One of the problems is that there are often a number of
different ways that a problem can be solved but some of the graduates had been
taught methods that caused great amusement/concern to working engineers.
Simple
or complex ?
As usual, academics insist on using complicated terms that
make little sense if you were looking out of the window during the one lecture
that they briefly explained it.
Aside: perhaps lecturers need flash cards, like Sheldon
Cooper in The Big Bang Theory, but rather than flashing up “Sarcasm” they need
to have a rarely used “Fundamental” flash card, as well as a more widely used
“Useful example” as well as the inevitable “This is my speciality and I am”, “
going to teach this obscure bit of research”,
“as though the world revolves around it” (three flash cards probably
required for that last one).
Further aside: I am quite worried about the number of people
who suggested that I watch Big Bang Theory, because they thought that I had
similar character traits to Sheldon.
The terms that are commonly used are “Statically
determinate” and “Statically indeterminate” – partial translation - “Solvable
using statics” and “Not solvable using statics”.
And
in English ?
On a Plane structure (i.e. one where you can draw the entire
structure and plot all of the deflections in a single view on a single piece of
paper) solving a problem using statics just means that to find the unknowns
(usually the support reactions) the only techniques that you need are resolving
forces in two directions (usually horizontally and vertically) and taking
moments ONCE. A shorter term to use, and one that I will use from now on, would
be “Simple”.
Aside: I have never managed to work out why, but taking moments
TWICE will just give you another equation that could be found by rearranging
the other three equations: this would not give you any extra information.

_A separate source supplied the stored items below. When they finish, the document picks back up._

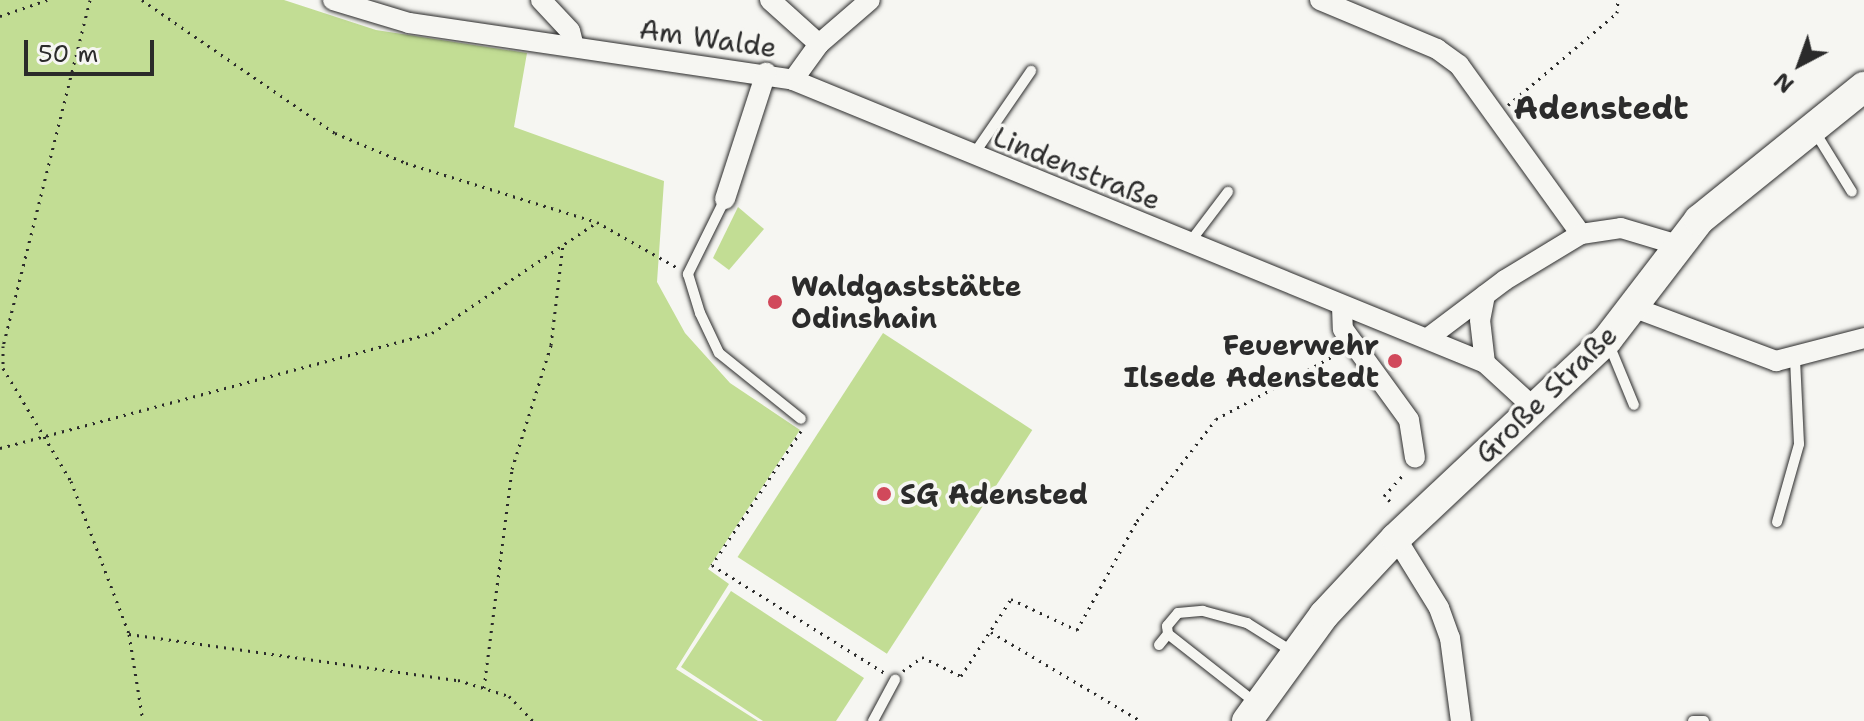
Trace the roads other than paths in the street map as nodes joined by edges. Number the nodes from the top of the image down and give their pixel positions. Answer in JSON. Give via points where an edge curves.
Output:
{"nodes":[{"id":1,"x":333,"y":0,"type":"edge"},
{"id":2,"x":541,"y":0,"type":"edge"},
{"id":3,"x":770,"y":0,"type":"edge"},
{"id":4,"x":870,"y":0,"type":"edge"},
{"id":5,"x":1320,"y":0,"type":"edge"},
{"id":6,"x":819,"y":44,"type":"junction"},
{"id":7,"x":574,"y":47,"type":"junction"},
{"id":8,"x":1031,"y":71,"type":"dead end"},
{"id":9,"x":766,"y":73,"type":"junction"},
{"id":10,"x":793,"y":80,"type":"junction"},
{"id":11,"x":1864,"y":87,"type":"edge"},
{"id":12,"x":1811,"y":127,"type":"junction"},
{"id":13,"x":973,"y":155,"type":"junction"},
{"id":14,"x":1228,"y":192,"type":"dead end"},
{"id":15,"x":1852,"y":192,"type":"dead end"},
{"id":16,"x":725,"y":199,"type":"joint"},
{"id":17,"x":1581,"y":234,"type":"junction"},
{"id":18,"x":1189,"y":244,"type":"junction"},
{"id":19,"x":1678,"y":245,"type":"junction"},
{"id":20,"x":1485,"y":295,"type":"junction"},
{"id":21,"x":1342,"y":306,"type":"junction"},
{"id":22,"x":1635,"y":308,"type":"junction"},
{"id":23,"x":1369,"y":316,"type":"junction"},
{"id":24,"x":1428,"y":338,"type":"junction"},
{"id":25,"x":1864,"y":338,"type":"edge"},
{"id":26,"x":1607,"y":340,"type":"junction"},
{"id":27,"x":1352,"y":342,"type":"junction"},
{"id":28,"x":1795,"y":358,"type":"junction"},
{"id":29,"x":1485,"y":363,"type":"junction"},
{"id":30,"x":1634,"y":405,"type":"dead end"},
{"id":31,"x":1533,"y":407,"type":"junction"},
{"id":32,"x":801,"y":419,"type":"road end"},
{"id":33,"x":1415,"y":458,"type":"road end"},
{"id":34,"x":1777,"y":522,"type":"dead end"},
{"id":35,"x":1396,"y":538,"type":"junction"},
{"id":36,"x":1168,"y":634,"type":"junction"},
{"id":37,"x":1159,"y":645,"type":"dead end"},
{"id":38,"x":1293,"y":652,"type":"junction"},
{"id":39,"x":895,"y":680,"type":"road end"},
{"id":40,"x":1252,"y":713,"type":"edge"},
{"id":41,"x":873,"y":721,"type":"edge"},
{"id":42,"x":1461,"y":721,"type":"edge"},
{"id":43,"x":1693,"y":721,"type":"edge"},
{"id":44,"x":1704,"y":721,"type":"edge"}],
"edges":[{"from":1,"to":7,"type":"street","name":"Am Walde","via":[[409,23]]},
{"from":2,"to":7,"type":"street","via":[[570,31]]},
{"from":3,"to":6,"type":"street"},
{"from":4,"to":6,"type":"street"},
{"from":5,"to":17,"type":"street","via":[[1448,55]]},
{"from":6,"to":10,"type":"street"},
{"from":7,"to":9,"type":"street","name":"Am Walde"},
{"from":8,"to":13,"type":"lane"},
{"from":9,"to":10,"type":"street","name":"Am Walde"},
{"from":9,"to":16,"type":"street"},
{"from":10,"to":13,"type":"street","name":"Lindenstraße"},
{"from":11,"to":12,"type":"main road","name":"Große Straße"},
{"from":12,"to":15,"type":"lane"},
{"from":12,"to":19,"type":"main road","name":"Große Straße","via":[[1699,220]]},
{"from":13,"to":18,"type":"street","name":"Lindenstraße"},
{"from":14,"to":18,"type":"lane"},
{"from":16,"to":32,"type":"lane","via":[[688,274],[719,353]]},
{"from":17,"to":19,"type":"street","via":[[1621,228]]},
{"from":17,"to":20,"type":"street"},
{"from":18,"to":21,"type":"street","name":"Lindenstraße"},
{"from":19,"to":22,"type":"main road","name":"Große Straße"},
{"from":20,"to":24,"type":"street"},
{"from":20,"to":29,"type":"street","via":[[1480,320]]},
{"from":21,"to":23,"type":"street","name":"Lindenstraße"},
{"from":21,"to":27,"type":"street","via":[[1341,323]]},
{"from":22,"to":26,"type":"main road","name":"Große Straße"},
{"from":22,"to":28,"type":"street","via":[[1765,358]]},
{"from":23,"to":24,"type":"street","name":"Lindenstraße"},
{"from":23,"to":27,"type":"street"},
{"from":24,"to":29,"type":"street","name":"Lindenstraße"},
{"from":25,"to":28,"type":"street"},
{"from":26,"to":30,"type":"lane"},
{"from":26,"to":31,"type":"main road","name":"Große Straße"},
{"from":27,"to":33,"type":"street","via":[[1409,420]]},
{"from":28,"to":34,"type":"lane","via":[[1799,444]]},
{"from":29,"to":31,"type":"street","name":"Lindenstraße"},
{"from":31,"to":35,"type":"main road","name":"Große Straße"},
{"from":35,"to":38,"type":"main road","name":"Große Straße"},
{"from":35,"to":42,"type":"street","via":[[1439,608],[1450,638]]},
{"from":36,"to":37,"type":"lane"},
{"from":36,"to":38,"type":"lane","via":[[1167,626],[1178,613],[1203,611],[1247,623]]},
{"from":36,"to":40,"type":"lane"},
{"from":38,"to":40,"type":"main road","name":"Große Straße"},
{"from":39,"to":41,"type":"lane"},
{"from":43,"to":44,"type":"lane"}]}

Statically indeterminate just means that you cannot work out
the unknowns using statics alone and need to use a more complicated method. I
will just refer to these structures as “Complex”.
You will be pleased to know that a large proportion of
structures are simple, or can be treated as simple through a bit of fast
talking. After a bit more explaining I will take you through easy methods that
include everything that you need to know to solve every Simple structure. These
methods will also demonstrate some principles that will allow you to check the
results for more complex structures, although that is all I will cover here for
complex structures.
Simple ??????
So how do we decide whether something is simple ?
I seem to recall being given some very complicated rules
about degrees of freedom (how many joints there are combined with how many ways
they can move or rotate) numbers of members and numbers of supports: but it did
not make any sense to me at the time and I have completely forgotten it. In
thirty plus years I have never needed to use the rule and it does not seem to
be necessary. The rule was written to cover all sorts of eventualities, and was
probably rigorously correct, but common sense can cover most situations. My
method is a combination of simple ideas, but requires you to picture the
behaviour of the structure. To keep things simple, although the principles
apply to all linear structures, I will mainly talk about structures where all
of the loads, and all of the movements of the structure, are in a single vertical
Plane: as I mentioned above (but it never hurts to mention the important things
twice – flash card : fundamental) these structures are called Plane structures.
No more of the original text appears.